### Goal of the exercise
Go line by line through the entries and show those that hold the string "Hülsenstraße".

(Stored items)
____________________
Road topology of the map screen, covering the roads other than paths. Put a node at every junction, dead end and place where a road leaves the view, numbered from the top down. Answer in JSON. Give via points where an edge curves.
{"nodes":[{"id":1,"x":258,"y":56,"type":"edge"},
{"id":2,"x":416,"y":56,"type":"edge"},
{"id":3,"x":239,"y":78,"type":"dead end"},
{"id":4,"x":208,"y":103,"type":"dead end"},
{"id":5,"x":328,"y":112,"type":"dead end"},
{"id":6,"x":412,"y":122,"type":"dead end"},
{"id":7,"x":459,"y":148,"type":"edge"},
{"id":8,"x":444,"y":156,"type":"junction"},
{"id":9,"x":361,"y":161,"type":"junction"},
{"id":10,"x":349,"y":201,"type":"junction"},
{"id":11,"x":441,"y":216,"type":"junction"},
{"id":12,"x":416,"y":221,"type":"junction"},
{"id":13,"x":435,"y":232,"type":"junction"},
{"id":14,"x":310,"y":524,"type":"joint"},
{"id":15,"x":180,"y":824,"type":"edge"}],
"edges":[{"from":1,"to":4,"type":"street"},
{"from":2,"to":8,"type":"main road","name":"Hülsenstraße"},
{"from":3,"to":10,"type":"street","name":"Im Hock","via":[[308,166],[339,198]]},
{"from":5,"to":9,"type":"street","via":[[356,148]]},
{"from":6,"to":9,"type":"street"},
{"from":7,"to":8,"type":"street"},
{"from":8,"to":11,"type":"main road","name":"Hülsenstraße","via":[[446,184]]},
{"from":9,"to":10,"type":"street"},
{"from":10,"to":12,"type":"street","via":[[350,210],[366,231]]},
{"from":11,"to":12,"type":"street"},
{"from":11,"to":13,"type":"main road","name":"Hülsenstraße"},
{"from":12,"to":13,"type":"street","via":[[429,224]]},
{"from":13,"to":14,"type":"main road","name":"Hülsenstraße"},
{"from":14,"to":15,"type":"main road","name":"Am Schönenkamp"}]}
____________________
### Answer for this exercise
{"from":2,"to":8,"type":"main road","name":"Hülsenstraße"},
{"from":8,"to":11,"type":"main road","name":"Hülsenstraße","via":[[446,184]]},
{"from":11,"to":13,"type":"main road","name":"Hülsenstraße"},
{"from":13,"to":14,"type":"main road","name":"Hülsenstraße"},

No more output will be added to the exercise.